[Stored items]
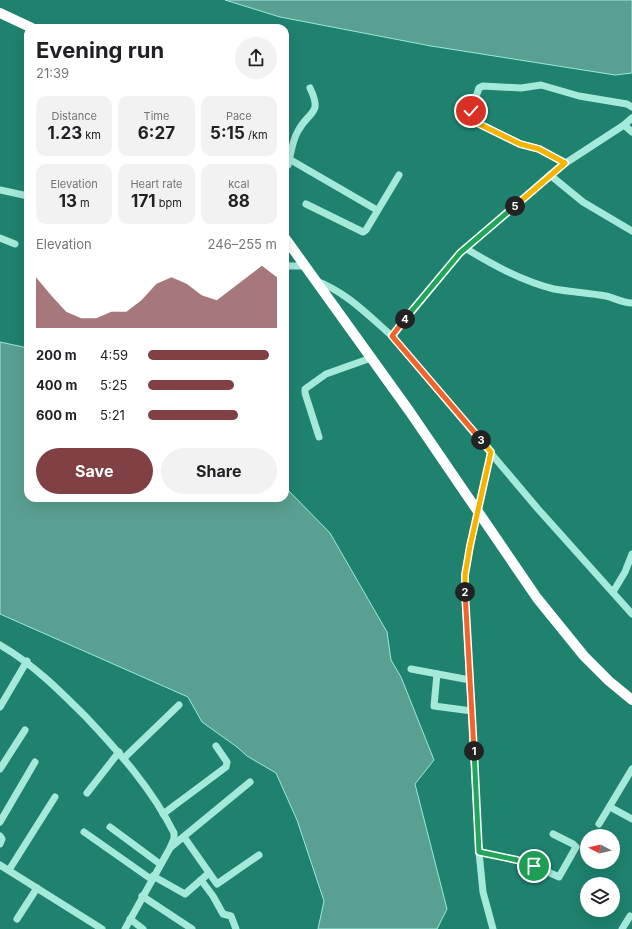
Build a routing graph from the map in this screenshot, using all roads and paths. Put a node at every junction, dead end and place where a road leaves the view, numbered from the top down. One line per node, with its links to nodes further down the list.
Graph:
1 (0, 13): 2 (highway)
2 (24, 24)
3 (310, 88): 8 (street)
4 (632, 107): 9 (street)
5 (632, 118): 6 (street)
6 (624, 125): 7 (street); 9 (street)
7 (632, 132)
8 (289, 159): 15 (street)
9 (565, 163): 11 (street)
10 (399, 175): 15 (street)
11 (550, 175): 16 (street); 20 (street)
12 (0, 190): 13 (street)
13 (24, 195)
14 (306, 204): 15 (street)
15 (378, 210)
16 (632, 231)
17 (0, 238): 18 (street)
18 (15, 244)
19 (289, 244): 22 (highway)
20 (465, 248): 24 (street); 25 (street)
21 (289, 266): 22 (street)
22 (305, 266): 23 (highway)
23 (316, 281): 25 (street); 26 (highway)
24 (632, 303)
25 (392, 336): 28 (street)
26 (371, 358): 27 (street); 29 (highway)
27 (319, 437)
28 (491, 452): 29 (street); 31 (street)
29 (478, 512): 37 (street); 38 (highway)
30 (632, 554): 31 (street)
31 (613, 592): 32 (street)
32 (632, 614)
33 (1, 648): 34 (street)
34 (27, 661): 40 (street); 44 (street)
35 (411, 669): 36 (street)
36 (437, 674): 37 (street); 41 (street)
37 (470, 680): 41 (street)
38 (632, 700)
39 (179, 705): 45 (street)
40 (0, 707)
41 (472, 711): 64 (street)
42 (25, 730): 47 (street)
43 (216, 746): 53 (street)
44 (119, 752): 45 (street); 50 (street)
45 (124, 758): 53 (street)
46 (35, 762): 55 (street)
47 (0, 769)
48 (632, 769): 52 (street)
49 (250, 782): 61 (street)
50 (86, 793)
51 (55, 797): 68 (street)
52 (610, 807): 54 (street); 56 (street)
53 (163, 814): 63 (street)
54 (632, 819)
55 (0, 822)
56 (600, 824)
57 (110, 827): 66 (street)
58 (84, 832): 70 (street)
59 (553, 834): 64 (street)
60 (0, 836): 62 (street)
61 (184, 837): 63 (street); 69 (street)
62 (0, 844)
63 (170, 848): 66 (street)
64 (479, 852): 82 (street)
65 (259, 855): 69 (street)
66 (160, 864): 70 (street)
67 (0, 865): 68 (street)
68 (9, 870): 72 (street)
69 (209, 873): 71 (street)
70 (152, 878): 71 (street); 73 (street)
71 (201, 880): 81 (street)
72 (38, 888): 75 (street); 77 (street)
73 (142, 896): 76 (street); 80 (street)
74 (630, 916): 83 (street)
75 (17, 919)
76 (130, 919): 78 (street); 79 (street)
77 (102, 929)
78 (125, 929)
79 (144, 929)
80 (192, 929)
81 (236, 929)
82 (493, 929)
83 (622, 929)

Exercise details -> How many lines in the records include "highway"? Answer with the number alone.

Solution to the problem -> 6